The water chemistry trends suggest that calcium carbonate is precipitating in fields during periods of low discharge. Precipitation of calcium carbonate (CaCO3) in concentrated waters (and potentially some dissolution during higher water years) would explain the observed calcium to chloride ratio and the attenuation of variation in bicarbonate ion. The sulfate trend suggests that, to a lesser extent, precipitation of calcium sulfate as gypsum (CaSO4·2H2O) occurs in fields. Precipitation of calcium carbonate and calcium sulfate decreases the amount of calcium in solution without affecting sodium concentrations, thereby increasing the sodium adsorption ratio (Richards, 1954), which is a critical factor for the quality of irrigation water. Water with high sodium absorption ratios can cause the breakdown of certain clay minerals.

Discussion

A number of management decisions are likely to influence the quantity and quality of water flowing in the Rio Grande in the future. Population growth upstream from El Paso in New Mexico and Colorado will inevitably lead to increased water demands. Even with water reuse and (or perhaps especially with upstream water reuse) the salinity of the water flowing downstream is likely to increase with time.

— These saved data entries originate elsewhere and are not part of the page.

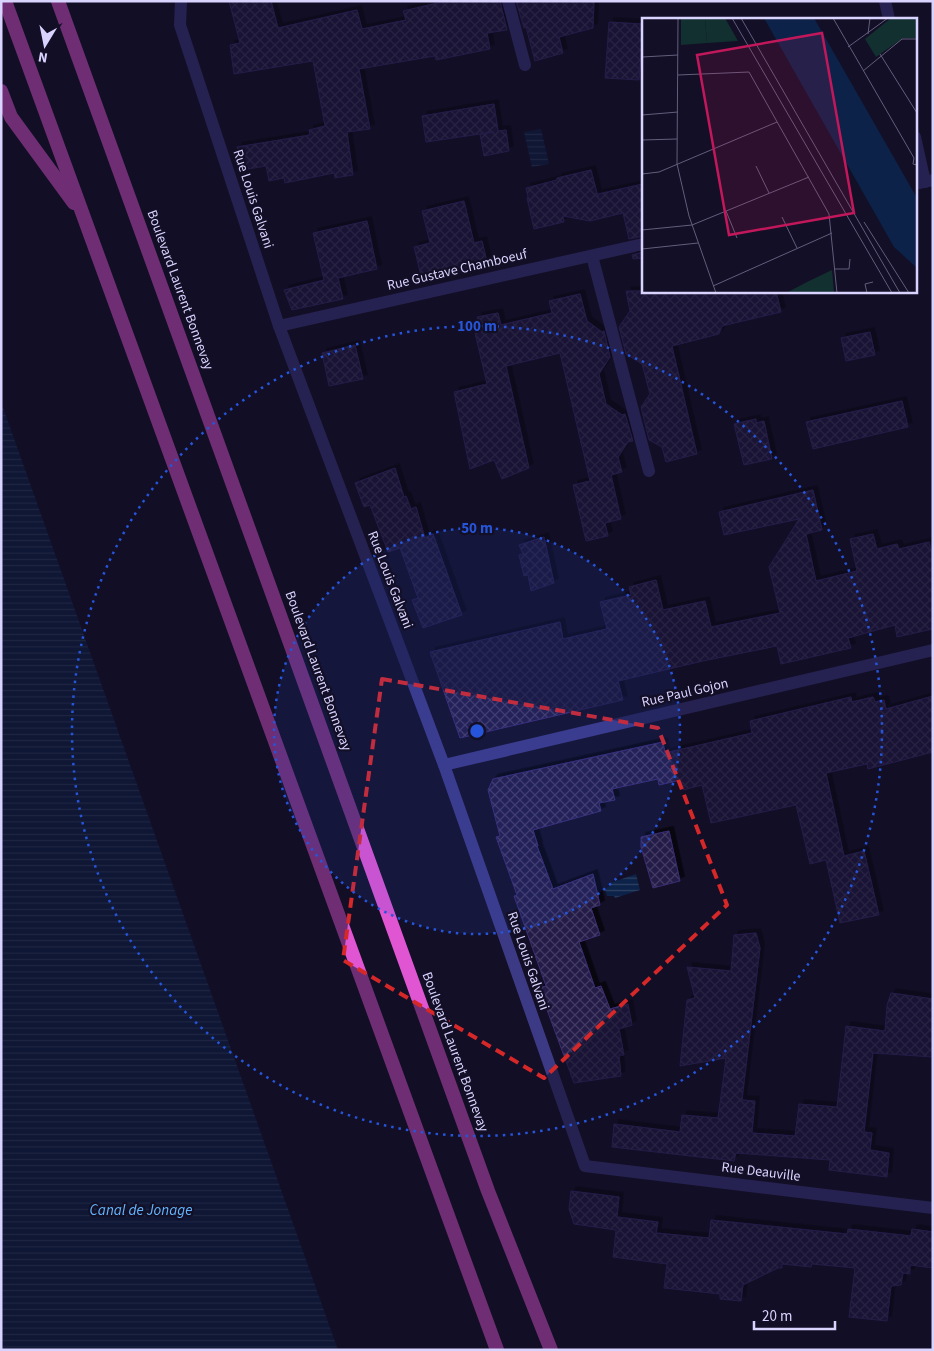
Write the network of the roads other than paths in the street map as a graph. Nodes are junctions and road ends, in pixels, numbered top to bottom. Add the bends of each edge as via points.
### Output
1 (5, 1) edge
2 (58, 1) edge
3 (181, 1) edge
4 (508, 1) edge
5 (885, 1) edge
6 (889, 18) edge
7 (526, 66) dead end
8 (1, 91) edge
9 (916, 142) edge
10 (924, 182) edge
11 (83, 216) junction
12 (642, 244) edge
13 (592, 256) junction
14 (279, 326) junction
15 (649, 471) dead end
16 (933, 650) edge
17 (444, 765) junction
18 (585, 1166) joint
19 (933, 1208) edge
20 (497, 1350) edge
21 (551, 1350) edge

1 - 11 highway
2 - 21 highway, Boulevard Laurent Bonnevay via 488,1191
3 - 14 street, Rue Louis Galvani via 180,25
4 - 7 street
5 - 6 street
8 - 11 highway via 11,117
9 - 10 street
11 - 20 highway
12 - 13 street, Rue Gustave Chamboeuf
13 - 14 street, Rue Gustave Chamboeuf
13 - 15 street
14 - 17 street, Rue Louis Galvani
16 - 17 street, Rue Paul Gojon
17 - 18 street, Rue Louis Galvani
18 - 19 street, Rue Deauville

El Paso is currently considering placing an impermeable lining along the base of some canals from Elephant Butte and Caballo reservoirs to the lower Mesilla Valley. This would provide a year round source of higher quality surface water to El Paso. However, reducing the canal leakage will tend to increase the salinity of the shallow ground water and irrigation return flows. This could further degrade the quality of the Rio Grande and eventually damage the quality of the intermediate and deep Mesilla Bolson aquifers.

Another potential water management strategy for the Mesilla Valley, which has not been attempted, would be to apply excess irrigation water during high water years at the end of the growing season. This would tend to periodically flush the salts from the shallow ground water. The shallow ground water is the primary source of recharge for the Mesilla Bolson aquifers used extensively for water supply by the City of El Paso. Lowering ion concentrations in the shallow aquifer would serve to protect this valuable resource into the future as well as lower downstream concentrations of ions in the Rio Grande during low water years.

References

Hernandez, J. W., 1978, Interrelationship of ground and surface water quality in the El Paso - Juarez and Mesilla Valleys: Natural Resources Journal, Vol. 18, No. 1, pp. 1-9.

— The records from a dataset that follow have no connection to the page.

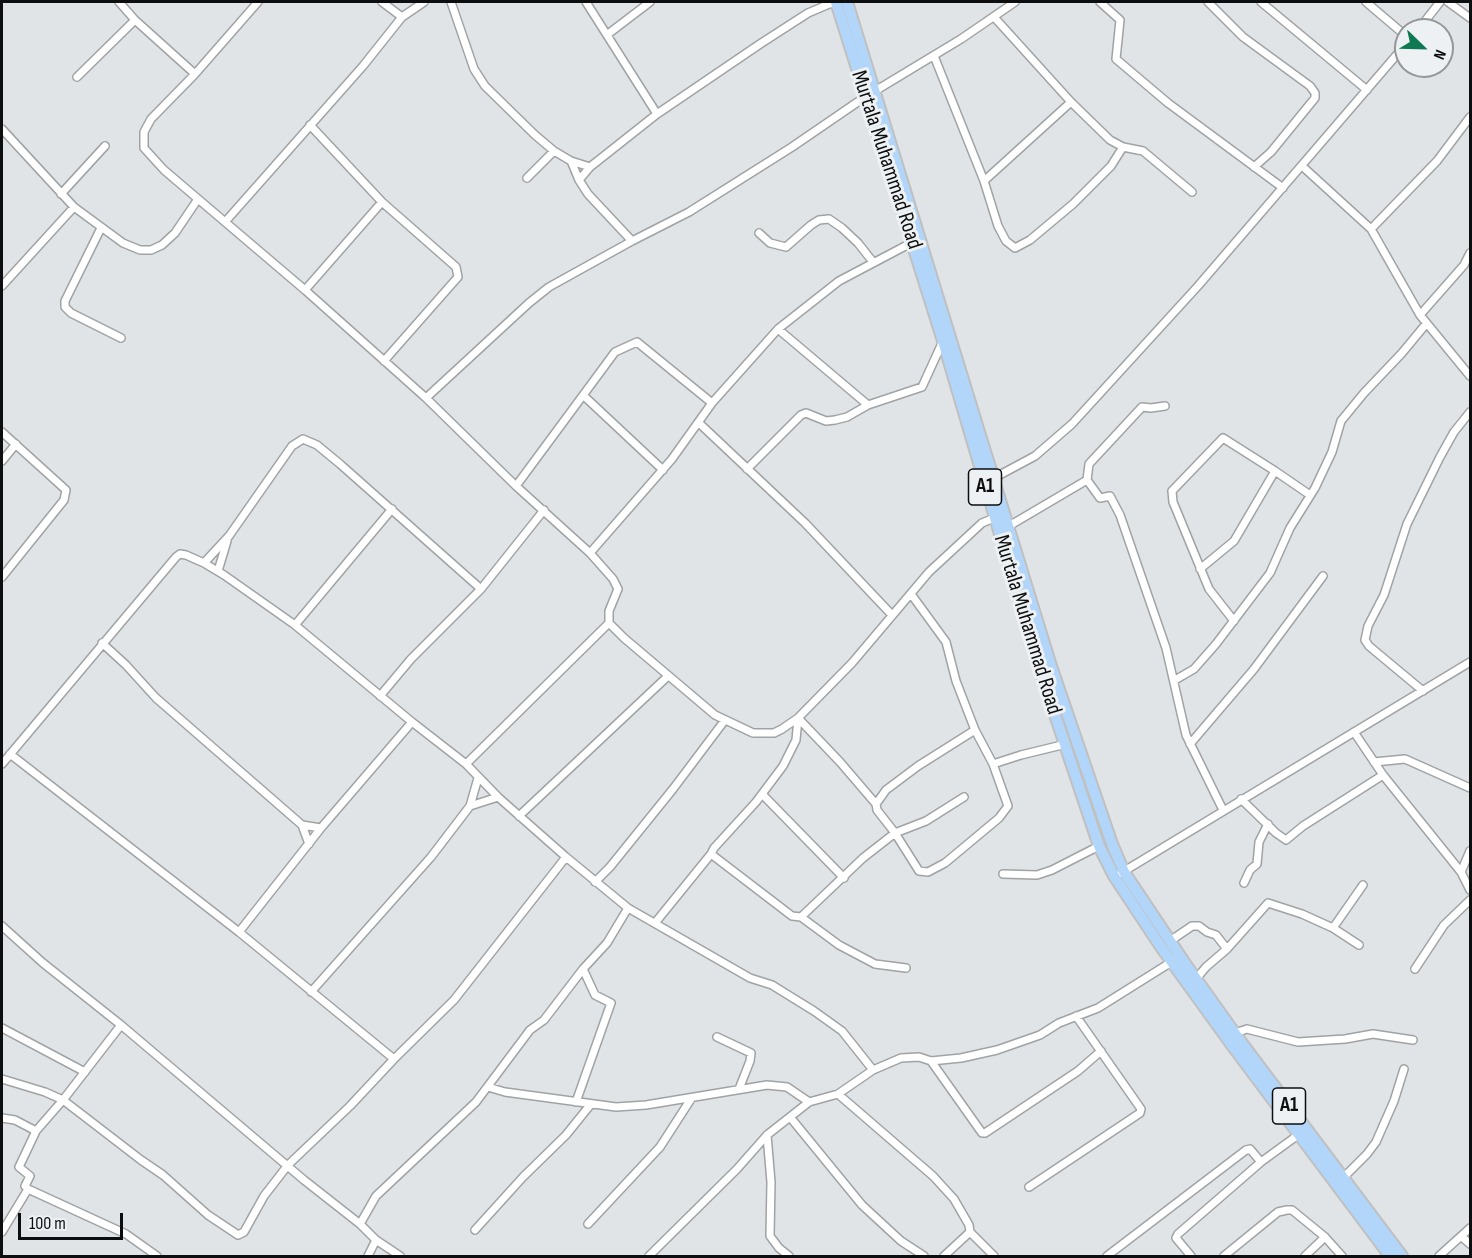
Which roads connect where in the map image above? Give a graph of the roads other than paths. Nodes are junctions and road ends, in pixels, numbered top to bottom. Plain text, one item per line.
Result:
1 (118, 2) edge
2 (258, 2) edge
3 (382, 2) edge
4 (424, 2) edge
5 (451, 2) edge
6 (586, 2) edge
7 (651, 2) edge
8 (835, 2) edge
9 (847, 2) edge
10 (1015, 2) edge
11 (1100, 2) edge
12 (1208, 2) edge
13 (1261, 2) edge
14 (1366, 2) edge
15 (1440, 2) edge
16 (1448, 2) edge
17 (1006, 5) edge
18 (402, 17) junction
19 (994, 17) junction
20 (1427, 18) edge
21 (1470, 18) edge
22 (135, 20) junction
23 (1394, 26) edge
24 (608, 34) junction
25 (934, 56) junction
26 (1394, 58) edge
27 (195, 74) junction
28 (77, 77) dead end
29 (1367, 90) junction
30 (870, 94) junction
31 (1071, 102) junction
32 (657, 114) junction
33 (1470, 117) edge
34 (310, 125) junction
35 (2, 129) edge
36 (105, 146) dead end
37 (1123, 147) junction
38 (554, 151) junction
39 (571, 161) junction
40 (1302, 166) junction
41 (590, 167) junction
42 (1254, 167) junction
43 (527, 178) dead end
44 (579, 180) junction
45 (984, 181) junction
46 (1283, 188) junction
47 (1192, 192) dead end
48 (61, 194) junction
49 (198, 200) junction
50 (382, 202) junction
51 (74, 207) junction
52 (225, 222) junction
53 (101, 228) junction
54 (1371, 229) junction
55 (759, 233) dead end
56 (632, 241) junction
57 (911, 243) junction
58 (1470, 253) edge
59 (873, 262) junction
60 (926, 272) junction
61 (2, 286) edge
62 (305, 290) junction
63 (1420, 315) junction
64 (1426, 324) junction
65 (778, 329) junction
66 (121, 338) dead end
67 (943, 341) junction
68 (384, 361) junction
69 (1470, 376) edge
70 (584, 396) junction
71 (426, 398) junction
72 (712, 403) junction
73 (868, 405) junction
74 (1165, 406) dead end
75 (1470, 412) edge
76 (699, 423) junction
77 (2, 432) edge
78 (16, 444) junction
79 (2, 461) edge
80 (747, 469) junction
81 (663, 470) junction
82 (1275, 471) junction
83 (993, 477) junction
84 (1087, 480) junction
85 (516, 486) junction
86 (1310, 495) junction
87 (392, 509) junction
88 (544, 510) junction
89 (994, 518) junction
90 (1009, 526) junction
91 (229, 536) junction
92 (590, 553) junction
93 (204, 564) junction
94 (1200, 568) junction
95 (218, 571) junction
96 (1323, 576) dead end
97 (2, 577) edge
98 (1024, 578) junction
99 (1013, 582) junction
100 (481, 589) junction
101 (911, 594) junction
102 (892, 615) junction
103 (1234, 621) junction
104 (609, 623) junction
105 (295, 625) junction
106 (102, 643) junction
107 (1470, 662) edge
108 (1051, 666) junction
109 (1040, 670) junction
110 (668, 676) junction
111 (1175, 680) junction
112 (1423, 691) junction
113 (380, 696) junction
114 (798, 718) junction
115 (725, 720) junction
116 (412, 722) junction
117 (975, 730) junction
118 (1354, 732) junction
119 (1066, 744) junction
120 (1190, 744) junction
121 (10, 754) junction
122 (1374, 762) junction
123 (2, 764) edge
124 (466, 764) junction
125 (993, 764) junction
126 (1383, 775) junction
127 (478, 778) junction
128 (1470, 788) edge
129 (762, 794) junction
130 (964, 797) dead end
131 (498, 798) junction
132 (1241, 799) junction
133 (876, 804) junction
134 (470, 806) junction
135 (1223, 810) junction
136 (519, 816) junction
137 (1268, 824) junction
138 (302, 825) junction
139 (321, 828) junction
140 (896, 833) junction
141 (309, 844) junction
142 (1099, 846) junction
143 (1470, 851) edge
144 (711, 854) junction
145 (566, 857) junction
146 (1461, 872) junction
147 (1003, 874) dead end
148 (1119, 874) junction
149 (844, 878) junction
150 (595, 882) junction
151 (1244, 883) dead end
152 (1363, 885) dead end
153 (1470, 890) edge
154 (1470, 900) edge
155 (628, 908) junction
156 (801, 917) junction
157 (655, 923) junction
158 (2, 926) edge
159 (1333, 928) junction
160 (239, 932) junction
161 (1170, 941) junction
162 (1359, 945) dead end
163 (1227, 949) junction
164 (1173, 957) junction
165 (906, 968) dead end
166 (583, 969) junction
167 (1415, 969) dead end
168 (1196, 979) junction
169 (311, 992) junction
170 (1076, 1016) junction
171 (121, 1024) junction
172 (2, 1028) edge
173 (1235, 1033) junction
174 (717, 1037) dead end
175 (1413, 1040) dead end
176 (1101, 1051) junction
177 (394, 1059) junction
178 (931, 1061) junction
179 (1404, 1069) dead end
180 (873, 1070) junction
181 (85, 1072) junction
182 (2, 1079) edge
183 (488, 1087) junction
184 (739, 1089) junction
185 (838, 1094) junction
186 (691, 1099) junction
187 (63, 1100) junction
188 (576, 1102) junction
189 (809, 1102) junction
190 (591, 1104) junction
191 (790, 1117) junction
192 (2, 1118) edge
193 (36, 1131) junction
194 (1298, 1134) junction
195 (767, 1135) junction
196 (1261, 1162) junction
197 (288, 1165) junction
198 (1343, 1178) junction
199 (1029, 1187) dead end
200 (28, 1189) junction
201 (360, 1224) junction
202 (588, 1224) dead end
203 (1470, 1228) edge
204 (475, 1230) dead end
205 (2, 1232) edge
206 (970, 1232) junction
207 (1325, 1237) junction
208 (1462, 1237) junction
209 (376, 1240) junction
210 (1470, 1244) edge
211 (157, 1257) edge
212 (368, 1257) edge
213 (400, 1257) edge
214 (649, 1257) edge
215 (789, 1257) edge
216 (924, 1257) edge
217 (944, 1257) edge
218 (994, 1257) edge
219 (1107, 1257) edge
220 (1191, 1257) edge
221 (1224, 1257) edge
222 (1305, 1257) edge
223 (1342, 1257) edge
224 (1390, 1257) edge
225 (1402, 1257) edge
226 (1439, 1257) edge

1 - 22 street
2 - 27 street
3 - 18 street
4 - 18 street
5 - 38 street
6 - 24 street
7 - 24 street
8 - 30 highway, Murtala Muhammad Road / A1
8 - 32 street
9 - 30 highway, Murtala Muhammad Road / A1
10 - 17 street
11 - 42 street
12 - 42 street
13 - 29 street
14 - 23 street
15 - 20 street
16 - 21 street
17 - 19 street
18 - 34 street
19 - 25 street
19 - 31 street
22 - 27 street
22 - 28 street
24 - 32 street
25 - 30 street
25 - 45 street
26 - 29 street
27 - 49 street
29 - 40 street
30 - 56 street
30 - 57 highway, Murtala Muhammad Road / A1
30 - 60 highway, Murtala Muhammad Road / A1
31 - 37 street
31 - 45 street
32 - 41 street
33 - 54 street
34 - 50 street
34 - 52 street
35 - 48 street
36 - 48 street
37 - 45 street
37 - 47 street
38 - 39 street
38 - 43 street
39 - 41 street
39 - 44 street
40 - 46 street
40 - 54 street
41 - 44 street
42 - 46 street
44 - 56 street
46 - 83 street
48 - 51 street
49 - 52 street
49 - 53 street
50 - 62 street
50 - 68 street
51 - 53 street
51 - 61 street
52 - 62 street
53 - 66 street
54 - 63 street
55 - 59 street
56 - 71 street
57 - 59 street
57 - 60 highway, Murtala Muhammad Road / A1
58 - 63 street
59 - 65 street
60 - 67 highway, Murtala Muhammad Road / A1
60 - 83 highway, Murtala Muhammad Road / A1
62 - 68 street
63 - 64 street
64 - 69 street
64 - 86 street
65 - 72 street
65 - 73 street
67 - 73 street
67 - 89 highway, Murtala Muhammad Road / A1
68 - 71 street
70 - 72 street
70 - 81 street
70 - 85 street
71 - 85 street
72 - 76 street
73 - 80 street
74 - 84 street
75 - 112 street
76 - 80 street
76 - 81 street
77 - 78 street
78 - 79 street
78 - 97 street
80 - 102 street
81 - 92 street
82 - 86 street
82 - 94 street
82 - 94 street
83 - 90 highway, Murtala Muhammad Road / A1
84 - 90 street
84 - 111 street
85 - 88 street
86 - 103 street
87 - 91 street
87 - 100 street
87 - 105 street
88 - 92 street
88 - 100 street
89 - 99 highway, Murtala Muhammad Road / A1
89 - 101 street
90 - 98 highway, Murtala Muhammad Road / A1
91 - 93 street
91 - 95 street
92 - 104 street
93 - 95 street
93 - 106 street
94 - 103 street
95 - 105 street
96 - 120 street
98 - 99 highway
98 - 108 highway, Murtala Muhammad Road / A1
99 - 109 highway, Murtala Muhammad Road / A1
100 - 113 street
101 - 102 street
101 - 117 street
102 - 114 street
103 - 111 street
104 - 110 street
104 - 124 street
105 - 113 street
106 - 121 street
106 - 138 street
107 - 112 street
108 - 109 highway
108 - 148 highway, Murtala Muhammad Road / A1
109 - 119 highway, Murtala Muhammad Road / A1
110 - 115 street
110 - 136 street
111 - 120 street
112 - 118 street
113 - 116 street
114 - 115 street
114 - 129 street
114 - 133 street
115 - 150 street
116 - 124 street
116 - 139 street
117 - 125 street
117 - 133 street
118 - 122 street
118 - 132 street
119 - 125 street
119 - 142 highway, Murtala Muhammad Road / A1
120 - 135 street
121 - 123 street
121 - 160 street
122 - 126 street
122 - 128 street
124 - 127 street
125 - 140 street
126 - 137 street
126 - 146 street
127 - 131 street
127 - 134 street
129 - 144 street
129 - 149 street
130 - 140 street
131 - 134 street
131 - 136 street
132 - 135 street
132 - 137 street
133 - 140 street
134 - 169 street
135 - 148 street
136 - 145 street
137 - 151 street
138 - 139 street
138 - 141 street
139 - 141 street
140 - 149 street
141 - 160 street
142 - 147 street
142 - 148 highway, Murtala Muhammad Road / A1
143 - 146 street
144 - 156 street
144 - 157 street
145 - 150 street
145 - 177 street
146 - 153 street
148 - 161 highway, Murtala Muhammad Road / A1
148 - 164 highway, Murtala Muhammad Road / A1
149 - 156 street
150 - 155 street
152 - 159 street
154 - 167 street
155 - 157 street
155 - 166 street
156 - 165 street
157 - 180 street
158 - 171 street
159 - 162 street
159 - 163 street
160 - 169 street
161 - 163 street
161 - 164 highway, Murtala Muhammad Road / A1
163 - 168 street
164 - 168 highway, A1
164 - 170 street
164 - 194 highway, A1
166 - 183 street
166 - 188 street
168 - 173 highway, A1
169 - 177 street
170 - 176 street
170 - 178 street
171 - 181 street
171 - 197 street
172 - 181 street
173 - 175 street
173 - 198 highway, A1
174 - 184 street
176 - 178 street
176 - 199 street
177 - 197 street
178 - 180 street
179 - 198 street
180 - 185 street
181 - 187 street
182 - 187 street
183 - 188 street
183 - 201 street
184 - 186 street
184 - 189 street
185 - 189 street
185 - 206 street
186 - 190 street
186 - 202 street
187 - 193 street
187 - 197 street
188 - 190 street
189 - 191 street
190 - 204 street
191 - 195 street
191 - 216 street
192 - 193 street
193 - 200 street
194 - 196 street
194 - 224 highway, A1
195 - 214 street
195 - 215 street
196 - 219 street
196 - 220 street
197 - 201 street
198 - 225 highway, A1
200 - 205 street
200 - 211 street
201 - 209 street
203 - 208 street
206 - 217 street
206 - 218 street
207 - 221 street
207 - 222 street
207 - 223 street
208 - 210 street
208 - 226 street
209 - 212 street
209 - 213 street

Nickerson, E. L., 1989, Aquifer tests in the flood plain alluvium and Santa Fe group at the Rio Grande near Canutillo, El Paso County, Texas: United States Geological Survey Water-Resources Investigations 89-4011, 29 p.

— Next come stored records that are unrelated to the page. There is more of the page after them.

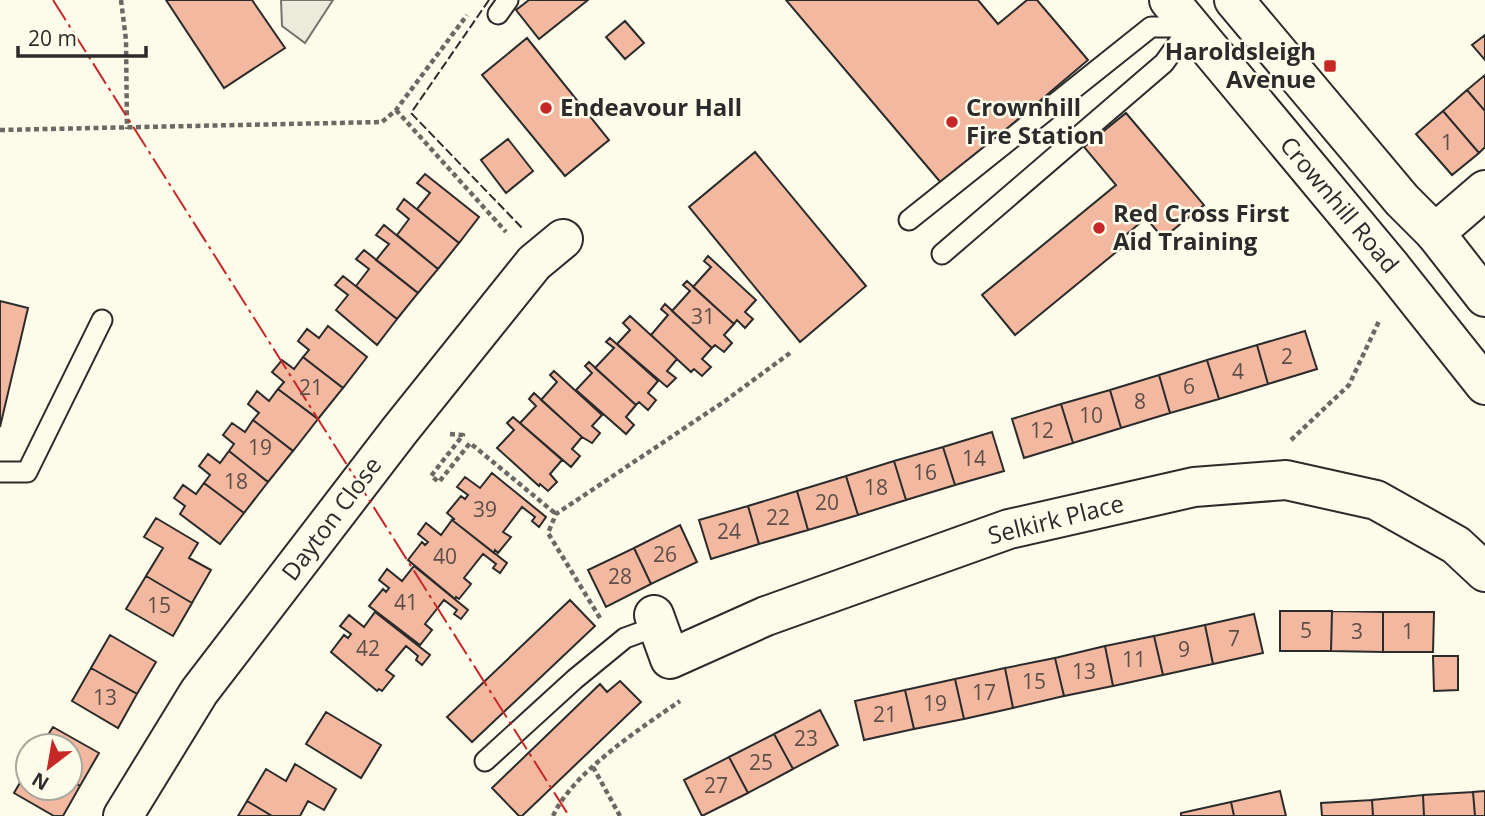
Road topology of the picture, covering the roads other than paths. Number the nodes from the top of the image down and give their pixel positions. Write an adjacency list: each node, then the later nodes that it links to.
1 (1234, 0): 5 (street)
2 (1181, 9): 4 (lane); 7 (lane); 10 (street, Crownhill Road)
3 (1485, 190): 5 (street)
4 (909, 220)
5 (1435, 233): 8 (street)
6 (563, 239): 15 (street, Dayton Close)
7 (942, 254)
8 (1485, 298)
9 (102, 320): 11 (lane)
10 (1485, 385)
11 (0, 472)
12 (1485, 572): 13 (street, Selkirk Place)
13 (660, 633): 14 (lane)
14 (485, 761)
15 (123, 816)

Peterson, D. M., Khaleel, R. and Hawley, J. W., 1984, Quasi three-dimensional modeling of groundwater flow in the Mesilla Bolson, New Mexico and Texas: New Mexico Water resources Research Institute Report 178, 185 p.

Rebuck, E. C., Jorat, S. M., and Sperka, R., 1996, Water resources report 1994: El Paso Water Utilities Public Service Board, 51 p.

Richards, L. A., 1954, Diagnosis and improvement of saline and alkali soils. United States Department of Agriculture Agricultural Handbook 60, 160 p.

Updegraff, C. D. and Gelhar L. W., 1977, Parameter estimation for a lumped-parameter ground-water model of the Mesilla Valley, New Mexico: New Mexico Water Resources Institute, 69 p.

Walton, J., Ohlmacher, G., Utz, D. and Kutianawala, M., 1999, Response of the Rio Grande and shallow ground water in the Mesilla Bolson to irrigation, climate stress, and pumping, Environmental and Engineering Geoscience, Vol. V., No. 1, pp. 41-50.